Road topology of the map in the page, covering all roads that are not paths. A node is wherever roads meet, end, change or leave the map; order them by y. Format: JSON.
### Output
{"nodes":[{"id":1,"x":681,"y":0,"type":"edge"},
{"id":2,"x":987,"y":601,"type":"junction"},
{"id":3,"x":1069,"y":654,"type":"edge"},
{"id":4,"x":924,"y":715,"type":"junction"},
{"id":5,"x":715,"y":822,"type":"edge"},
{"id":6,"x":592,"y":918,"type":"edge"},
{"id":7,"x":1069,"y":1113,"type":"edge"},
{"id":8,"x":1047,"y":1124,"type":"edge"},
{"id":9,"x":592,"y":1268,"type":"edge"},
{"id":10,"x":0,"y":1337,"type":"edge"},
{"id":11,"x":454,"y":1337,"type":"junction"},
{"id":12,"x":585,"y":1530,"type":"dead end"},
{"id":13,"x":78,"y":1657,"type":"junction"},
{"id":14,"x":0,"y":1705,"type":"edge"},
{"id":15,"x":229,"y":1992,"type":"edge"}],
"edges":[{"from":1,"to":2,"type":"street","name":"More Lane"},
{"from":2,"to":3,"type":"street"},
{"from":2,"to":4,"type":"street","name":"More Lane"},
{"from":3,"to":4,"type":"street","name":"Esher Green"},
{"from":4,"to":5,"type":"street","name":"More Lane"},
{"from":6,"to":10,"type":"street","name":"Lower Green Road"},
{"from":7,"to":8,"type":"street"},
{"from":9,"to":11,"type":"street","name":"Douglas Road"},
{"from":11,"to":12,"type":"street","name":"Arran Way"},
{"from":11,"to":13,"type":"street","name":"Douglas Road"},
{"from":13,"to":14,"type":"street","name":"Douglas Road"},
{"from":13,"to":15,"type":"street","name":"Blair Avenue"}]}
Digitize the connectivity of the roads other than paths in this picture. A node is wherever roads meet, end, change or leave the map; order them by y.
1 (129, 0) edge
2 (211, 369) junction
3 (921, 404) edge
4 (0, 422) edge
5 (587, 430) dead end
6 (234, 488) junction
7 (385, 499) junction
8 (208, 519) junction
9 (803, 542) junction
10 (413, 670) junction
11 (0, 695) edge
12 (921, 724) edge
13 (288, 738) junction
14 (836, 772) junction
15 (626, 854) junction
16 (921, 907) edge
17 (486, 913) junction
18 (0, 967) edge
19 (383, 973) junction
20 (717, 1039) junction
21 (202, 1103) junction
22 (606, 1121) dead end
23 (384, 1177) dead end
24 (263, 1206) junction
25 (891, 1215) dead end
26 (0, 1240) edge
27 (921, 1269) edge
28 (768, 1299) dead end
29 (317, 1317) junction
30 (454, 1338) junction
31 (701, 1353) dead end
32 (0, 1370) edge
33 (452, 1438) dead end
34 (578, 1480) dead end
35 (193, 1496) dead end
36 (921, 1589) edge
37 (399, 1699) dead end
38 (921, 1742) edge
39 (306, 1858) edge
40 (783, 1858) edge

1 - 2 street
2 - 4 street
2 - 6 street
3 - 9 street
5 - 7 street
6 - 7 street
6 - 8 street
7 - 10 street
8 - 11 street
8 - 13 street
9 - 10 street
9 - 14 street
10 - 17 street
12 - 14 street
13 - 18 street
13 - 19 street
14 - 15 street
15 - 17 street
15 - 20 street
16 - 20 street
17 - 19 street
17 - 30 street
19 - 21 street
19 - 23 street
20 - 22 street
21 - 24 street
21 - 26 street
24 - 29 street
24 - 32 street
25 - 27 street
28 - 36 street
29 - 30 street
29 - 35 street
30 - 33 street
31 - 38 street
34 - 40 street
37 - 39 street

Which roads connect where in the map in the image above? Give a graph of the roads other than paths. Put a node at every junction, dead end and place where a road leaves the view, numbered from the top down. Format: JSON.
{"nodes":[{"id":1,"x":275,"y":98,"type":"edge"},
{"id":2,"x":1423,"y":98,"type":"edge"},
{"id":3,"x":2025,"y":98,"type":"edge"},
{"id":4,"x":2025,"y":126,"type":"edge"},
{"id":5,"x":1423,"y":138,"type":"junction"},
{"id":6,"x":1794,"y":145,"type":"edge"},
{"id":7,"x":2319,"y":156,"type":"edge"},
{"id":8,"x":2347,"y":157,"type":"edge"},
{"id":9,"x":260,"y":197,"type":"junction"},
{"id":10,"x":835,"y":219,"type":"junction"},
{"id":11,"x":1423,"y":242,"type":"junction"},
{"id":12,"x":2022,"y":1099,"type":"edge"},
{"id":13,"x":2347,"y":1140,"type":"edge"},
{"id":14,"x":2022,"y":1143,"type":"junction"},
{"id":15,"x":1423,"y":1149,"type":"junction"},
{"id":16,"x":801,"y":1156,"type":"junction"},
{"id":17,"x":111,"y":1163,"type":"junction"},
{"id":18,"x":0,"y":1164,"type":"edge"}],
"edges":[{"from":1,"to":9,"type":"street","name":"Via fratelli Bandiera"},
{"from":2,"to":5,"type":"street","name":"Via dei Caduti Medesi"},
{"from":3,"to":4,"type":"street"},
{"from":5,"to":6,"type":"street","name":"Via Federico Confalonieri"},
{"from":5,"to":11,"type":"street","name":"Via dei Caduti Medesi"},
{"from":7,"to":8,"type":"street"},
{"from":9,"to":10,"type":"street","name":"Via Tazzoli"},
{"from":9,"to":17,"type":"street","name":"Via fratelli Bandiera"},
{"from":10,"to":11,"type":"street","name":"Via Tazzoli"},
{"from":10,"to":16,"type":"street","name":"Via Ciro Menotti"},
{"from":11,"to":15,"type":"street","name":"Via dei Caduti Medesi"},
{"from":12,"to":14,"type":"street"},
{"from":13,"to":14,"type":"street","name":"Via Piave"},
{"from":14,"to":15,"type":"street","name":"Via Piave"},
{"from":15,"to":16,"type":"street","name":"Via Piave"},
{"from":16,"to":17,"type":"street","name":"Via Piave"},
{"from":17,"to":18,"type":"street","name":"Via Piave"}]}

◇ ◇ ◇ ◇ ◇ ◇ ◇

TRY IT
The response should be a verbatim transcription of the data.

ANSWER BOX
Road topology of the map in the page, covering all roads that are not paths. A node is wherever roads meet, end, change or leave the map; order them by y. Format: JSON.
### Output
{"nodes":[{"id":1,"x":681,"y":0,"type":"edge"},
{"id":2,"x":987,"y":601,"type":"junction"},
{"id":3,"x":1069,"y":654,"type":"edge"},
{"id":4,"x":924,"y":715,"type":"junction"},
{"id":5,"x":715,"y":822,"type":"edge"},
{"id":6,"x":592,"y":918,"type":"edge"},
{"id":7,"x":1069,"y":1113,"type":"edge"},
{"id":8,"x":1047,"y":1124,"type":"edge"},
{"id":9,"x":592,"y":1268,"type":"edge"},
{"id":10,"x":0,"y":1337,"type":"edge"},
{"id":11,"x":454,"y":1337,"type":"junction"},
{"id":12,"x":585,"y":1530,"type":"dead end"},
{"id":13,"x":78,"y":1657,"type":"junction"},
{"id":14,"x":0,"y":1705,"type":"edge"},
{"id":15,"x":229,"y":1992,"type":"edge"}],
"edges":[{"from":1,"to":2,"type":"street","name":"More Lane"},
{"from":2,"to":3,"type":"street"},
{"from":2,"to":4,"type":"street","name":"More Lane"},
{"from":3,"to":4,"type":"street","name":"Esher Green"},
{"from":4,"to":5,"type":"street","name":"More Lane"},
{"from":6,"to":10,"type":"street","name":"Lower Green Road"},
{"from":7,"to":8,"type":"street"},
{"from":9,"to":11,"type":"street","name":"Douglas Road"},
{"from":11,"to":12,"type":"street","name":"Arran Way"},
{"from":11,"to":13,"type":"street","name":"Douglas Road"},
{"from":13,"to":14,"type":"street","name":"Douglas Road"},
{"from":13,"to":15,"type":"street","name":"Blair Avenue"}]}
Digitize the connectivity of the roads other than paths in this picture. A node is wherever roads meet, end, change or leave the map; order them by y.
1 (129, 0) edge
2 (211, 369) junction
3 (921, 404) edge
4 (0, 422) edge
5 (587, 430) dead end
6 (234, 488) junction
7 (385, 499) junction
8 (208, 519) junction
9 (803, 542) junction
10 (413, 670) junction
11 (0, 695) edge
12 (921, 724) edge
13 (288, 738) junction
14 (836, 772) junction
15 (626, 854) junction
16 (921, 907) edge
17 (486, 913) junction
18 (0, 967) edge
19 (383, 973) junction
20 (717, 1039) junction
21 (202, 1103) junction
22 (606, 1121) dead end
23 (384, 1177) dead end
24 (263, 1206) junction
25 (891, 1215) dead end
26 (0, 1240) edge
27 (921, 1269) edge
28 (768, 1299) dead end
29 (317, 1317) junction
30 (454, 1338) junction
31 (701, 1353) dead end
32 (0, 1370) edge
33 (452, 1438) dead end
34 (578, 1480) dead end
35 (193, 1496) dead end
36 (921, 1589) edge
37 (399, 1699) dead end
38 (921, 1742) edge
39 (306, 1858) edge
40 (783, 1858) edge

1 - 2 street
2 - 4 street
2 - 6 street
3 - 9 street
5 - 7 street
6 - 7 street
6 - 8 street
7 - 10 street
8 - 11 street
8 - 13 street
9 - 10 street
9 - 14 street
10 - 17 street
12 - 14 street
13 - 18 street
13 - 19 street
14 - 15 street
15 - 17 street
15 - 20 street
16 - 20 street
17 - 19 street
17 - 30 street
19 - 21 street
19 - 23 street
20 - 22 street
21 - 24 street
21 - 26 street
24 - 29 street
24 - 32 street
25 - 27 street
28 - 36 street
29 - 30 street
29 - 35 street
30 - 33 street
31 - 38 street
34 - 40 street
37 - 39 street

Which roads connect where in the map in the image above? Give a graph of the roads other than paths. Put a node at every junction, dead end and place where a road leaves the view, numbered from the top down. Format: JSON.
{"nodes":[{"id":1,"x":275,"y":98,"type":"edge"},
{"id":2,"x":1423,"y":98,"type":"edge"},
{"id":3,"x":2025,"y":98,"type":"edge"},
{"id":4,"x":2025,"y":126,"type":"edge"},
{"id":5,"x":1423,"y":138,"type":"junction"},
{"id":6,"x":1794,"y":145,"type":"edge"},
{"id":7,"x":2319,"y":156,"type":"edge"},
{"id":8,"x":2347,"y":157,"type":"edge"},
{"id":9,"x":260,"y":197,"type":"junction"},
{"id":10,"x":835,"y":219,"type":"junction"},
{"id":11,"x":1423,"y":242,"type":"junction"},
{"id":12,"x":2022,"y":1099,"type":"edge"},
{"id":13,"x":2347,"y":1140,"type":"edge"},
{"id":14,"x":2022,"y":1143,"type":"junction"},
{"id":15,"x":1423,"y":1149,"type":"junction"},
{"id":16,"x":801,"y":1156,"type":"junction"},
{"id":17,"x":111,"y":1163,"type":"junction"},
{"id":18,"x":0,"y":1164,"type":"edge"}],
"edges":[{"from":1,"to":9,"type":"street","name":"Via fratelli Bandiera"},
{"from":2,"to":5,"type":"street","name":"Via dei Caduti Medesi"},
{"from":3,"to":4,"type":"street"},
{"from":5,"to":6,"type":"street","name":"Via Federico Confalonieri"},
{"from":5,"to":11,"type":"street","name":"Via dei Caduti Medesi"},
{"from":7,"to":8,"type":"street"},
{"from":9,"to":10,"type":"street","name":"Via Tazzoli"},
{"from":9,"to":17,"type":"street","name":"Via fratelli Bandiera"},
{"from":10,"to":11,"type":"street","name":"Via Tazzoli"},
{"from":10,"to":16,"type":"street","name":"Via Ciro Menotti"},
{"from":11,"to":15,"type":"street","name":"Via dei Caduti Medesi"},
{"from":12,"to":14,"type":"street"},
{"from":13,"to":14,"type":"street","name":"Via Piave"},
{"from":14,"to":15,"type":"street","name":"Via Piave"},
{"from":15,"to":16,"type":"street","name":"Via Piave"},
{"from":16,"to":17,"type":"street","name":"Via Piave"},
{"from":17,"to":18,"type":"street","name":"Via Piave"}]}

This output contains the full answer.